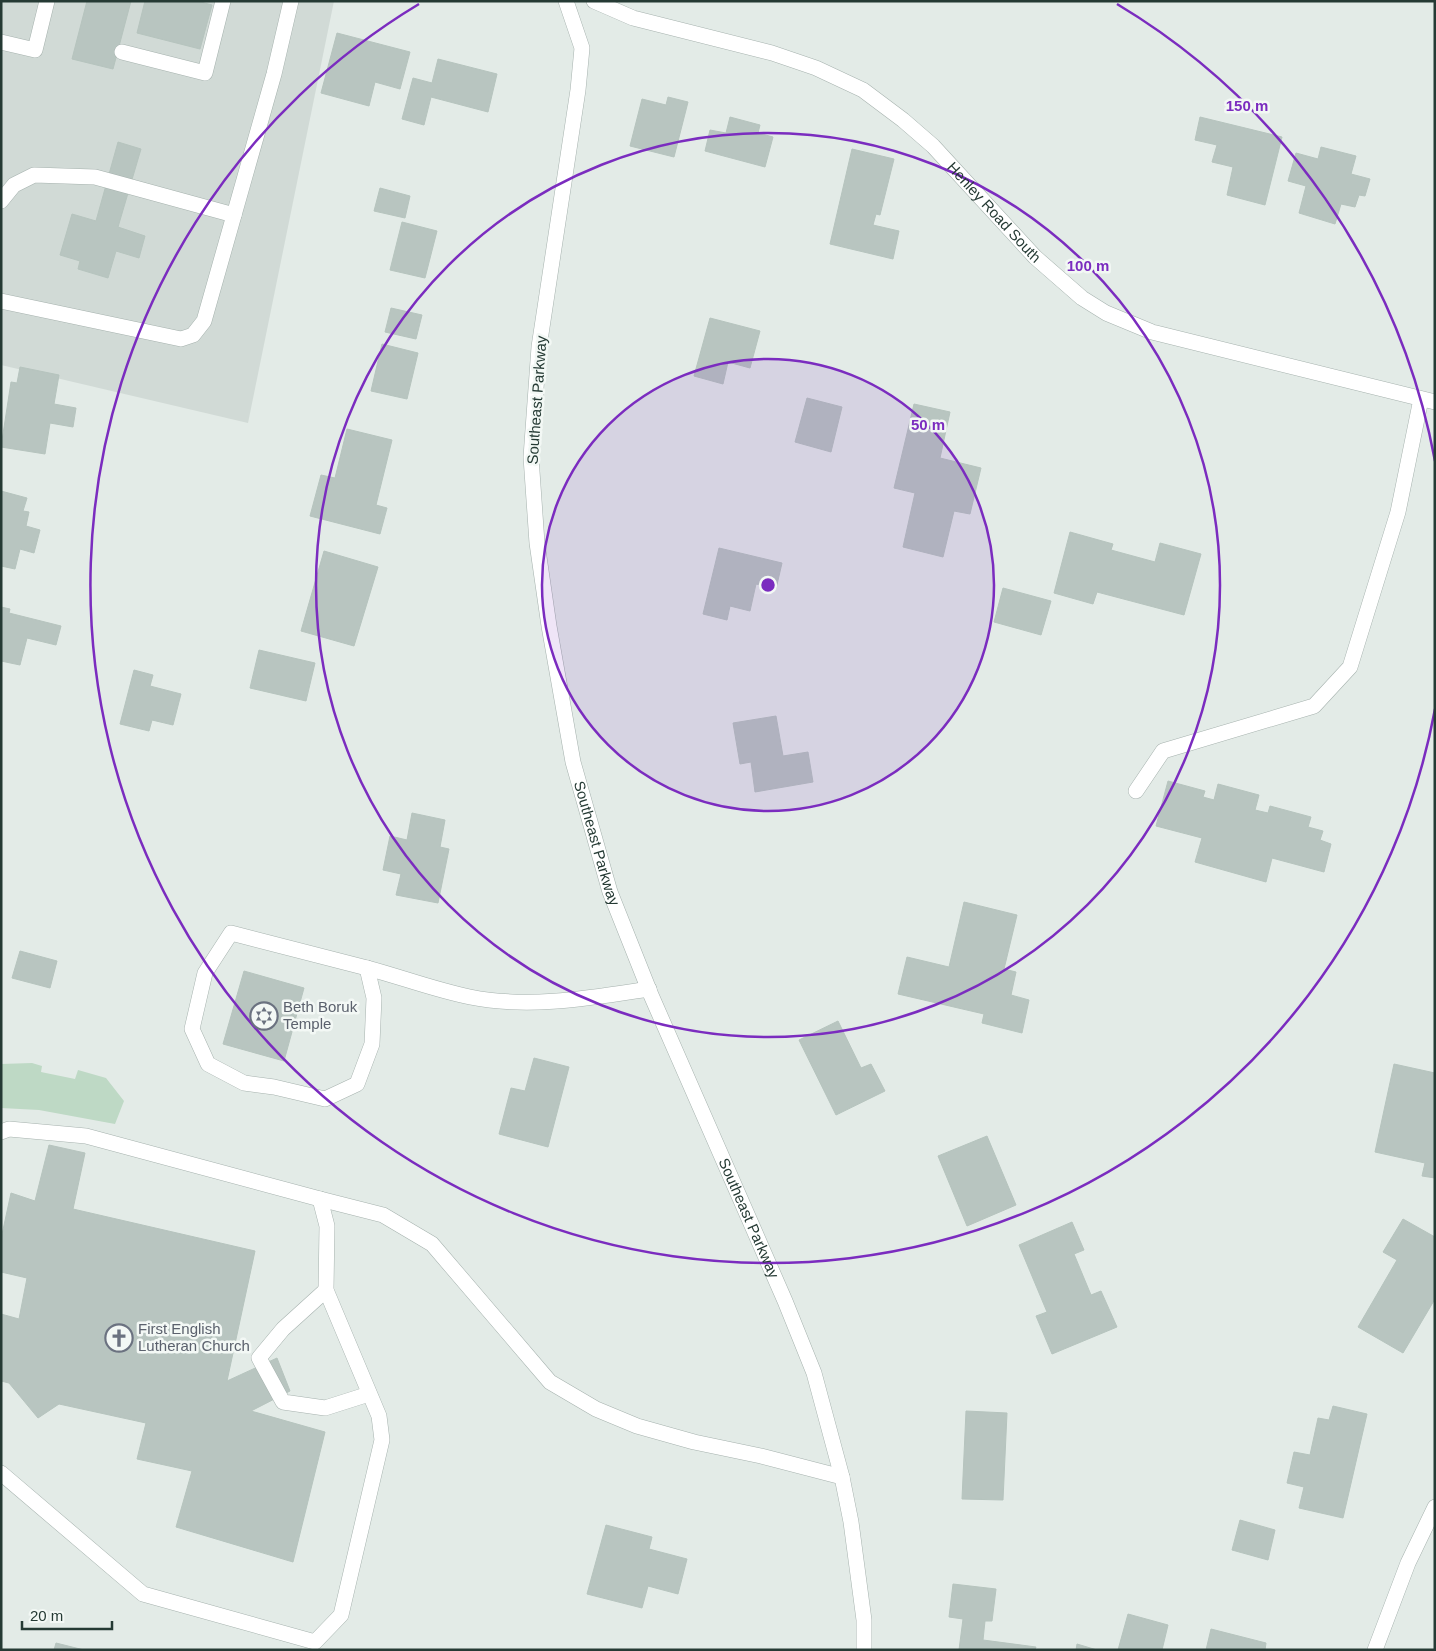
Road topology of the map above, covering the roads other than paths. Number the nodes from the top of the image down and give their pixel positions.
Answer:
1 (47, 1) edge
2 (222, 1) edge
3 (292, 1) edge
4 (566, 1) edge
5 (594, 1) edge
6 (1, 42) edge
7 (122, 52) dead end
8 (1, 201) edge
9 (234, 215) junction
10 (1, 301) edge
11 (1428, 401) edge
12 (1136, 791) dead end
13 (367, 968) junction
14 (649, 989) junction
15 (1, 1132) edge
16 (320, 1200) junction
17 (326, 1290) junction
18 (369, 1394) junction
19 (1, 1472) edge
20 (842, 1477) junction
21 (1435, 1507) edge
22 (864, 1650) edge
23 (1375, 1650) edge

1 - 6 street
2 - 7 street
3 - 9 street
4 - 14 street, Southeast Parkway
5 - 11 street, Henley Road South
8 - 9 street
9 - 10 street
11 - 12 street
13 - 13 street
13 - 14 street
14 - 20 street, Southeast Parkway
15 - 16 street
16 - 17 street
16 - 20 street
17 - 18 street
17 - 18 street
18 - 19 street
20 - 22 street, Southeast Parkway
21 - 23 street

• What you are asked to do
Could you write out the whole listing exactly, skipping every picture?

• Written solution
Road topology of the map above, covering the roads other than paths. Number the nodes from the top of the image down and give their pixel positions.
Answer:
1 (47, 1) edge
2 (222, 1) edge
3 (292, 1) edge
4 (566, 1) edge
5 (594, 1) edge
6 (1, 42) edge
7 (122, 52) dead end
8 (1, 201) edge
9 (234, 215) junction
10 (1, 301) edge
11 (1428, 401) edge
12 (1136, 791) dead end
13 (367, 968) junction
14 (649, 989) junction
15 (1, 1132) edge
16 (320, 1200) junction
17 (326, 1290) junction
18 (369, 1394) junction
19 (1, 1472) edge
20 (842, 1477) junction
21 (1435, 1507) edge
22 (864, 1650) edge
23 (1375, 1650) edge

1 - 6 street
2 - 7 street
3 - 9 street
4 - 14 street, Southeast Parkway
5 - 11 street, Henley Road South
8 - 9 street
9 - 10 street
11 - 12 street
13 - 13 street
13 - 14 street
14 - 20 street, Southeast Parkway
15 - 16 street
16 - 17 street
16 - 20 street
17 - 18 street
17 - 18 street
18 - 19 street
20 - 22 street, Southeast Parkway
21 - 23 street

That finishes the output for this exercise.